Give back exactly the lines from the line that contains "Which roads connect" to the last line of the listing below, inclusive, and no others.
§
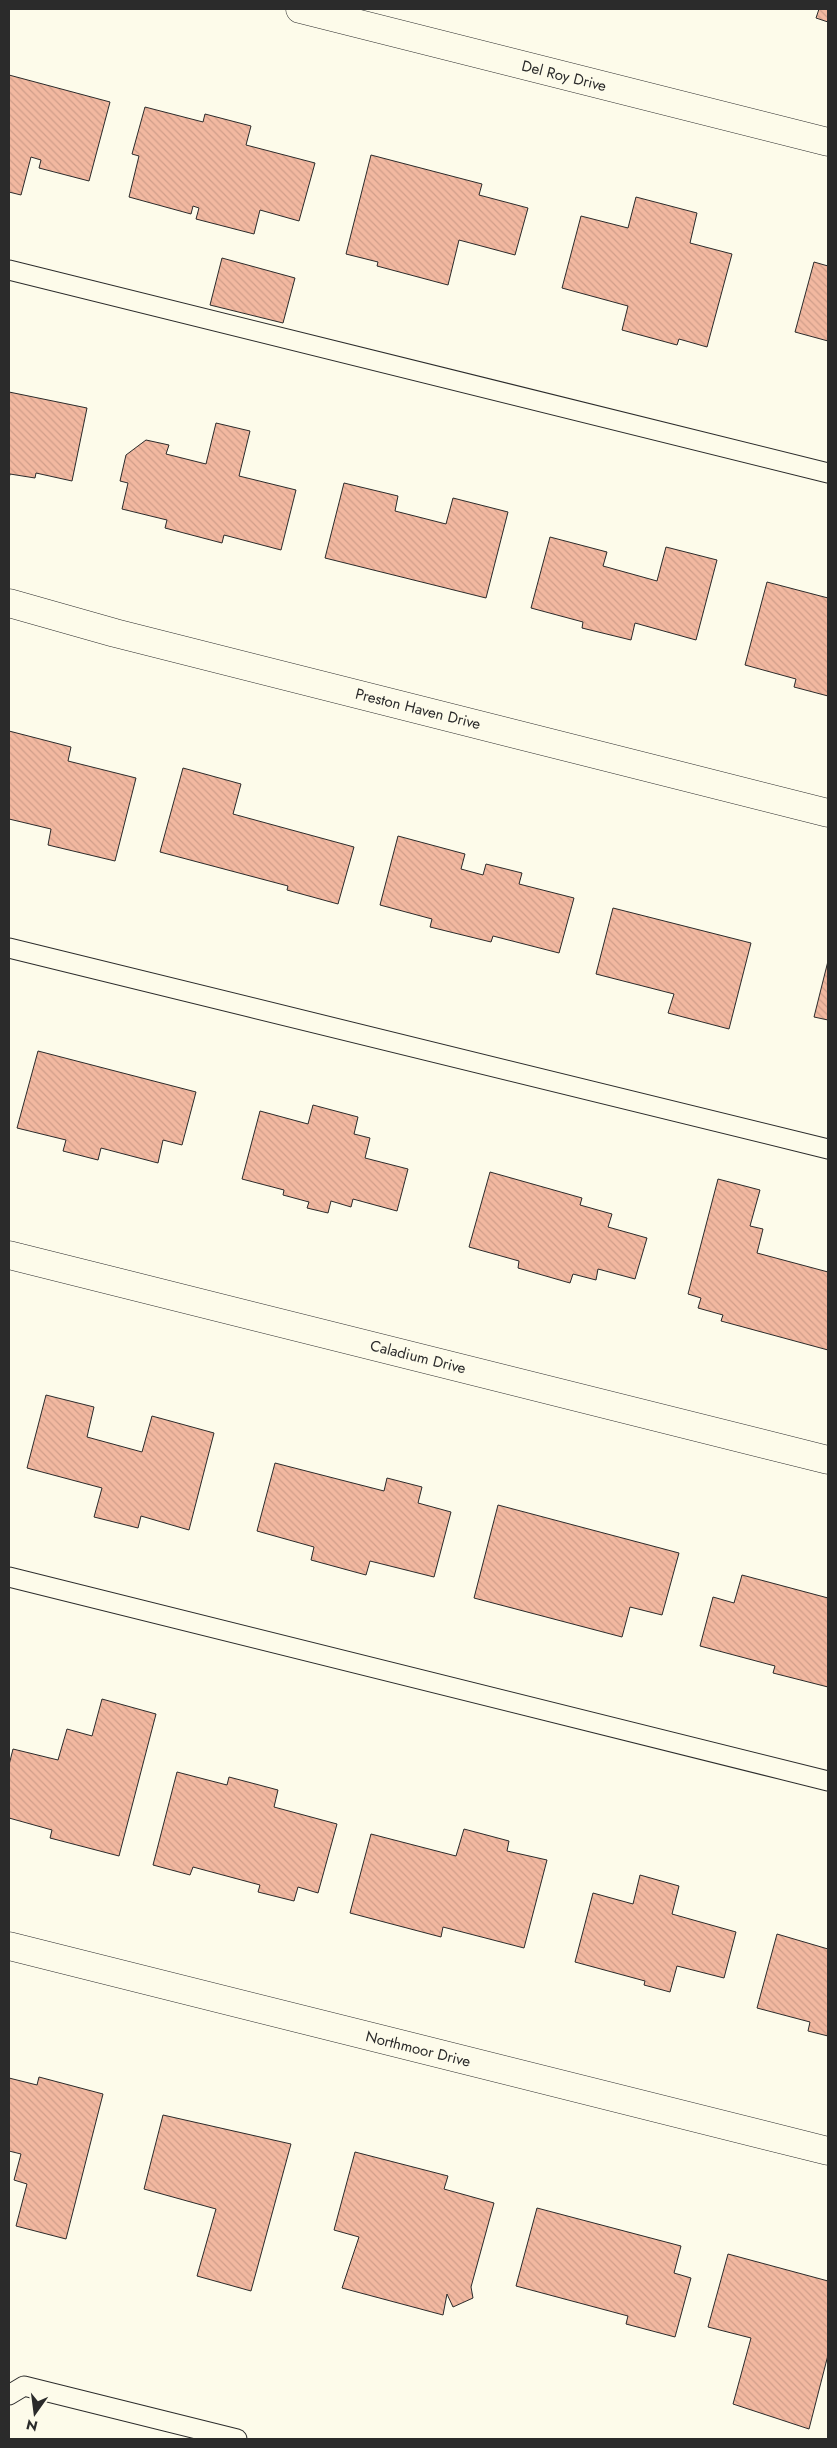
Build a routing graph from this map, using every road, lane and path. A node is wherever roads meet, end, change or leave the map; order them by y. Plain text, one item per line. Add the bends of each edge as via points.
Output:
1 (300, 9) edge
2 (828, 142) edge
3 (9, 270) edge
4 (828, 473) edge
5 (9, 603) edge
6 (828, 813) edge
7 (9, 948) edge
8 (828, 1149) edge
9 (9, 1255) edge
10 (828, 1460) edge
11 (9, 1577) edge
12 (828, 1781) edge
13 (9, 1946) edge
14 (828, 2151) edge
15 (9, 2395) edge
16 (237, 2439) edge

1 - 2 street, Del Roy Drive
3 - 4 lane
5 - 6 street, Preston Haven Drive
7 - 8 lane
9 - 10 street, Caladium Drive
11 - 12 lane
13 - 14 street, Northmoor Drive
15 - 16 lane via 24,2386

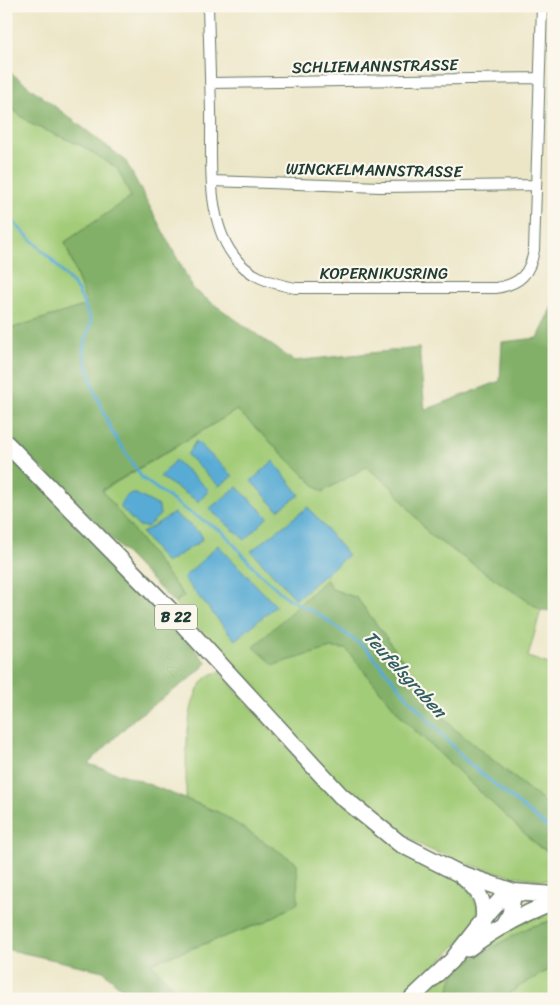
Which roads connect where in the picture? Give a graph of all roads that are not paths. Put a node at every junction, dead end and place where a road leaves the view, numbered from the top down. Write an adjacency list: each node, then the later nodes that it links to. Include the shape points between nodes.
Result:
§
§ **Task answer**
Which roads connect where in the picture? Give a graph of all roads that are not paths. Put a node at every junction, dead end and place where a road leaves the view, numbered from the top down. Write an adjacency list: each node, then the later nodes that it links to. Include the shape points between nodes.
Result:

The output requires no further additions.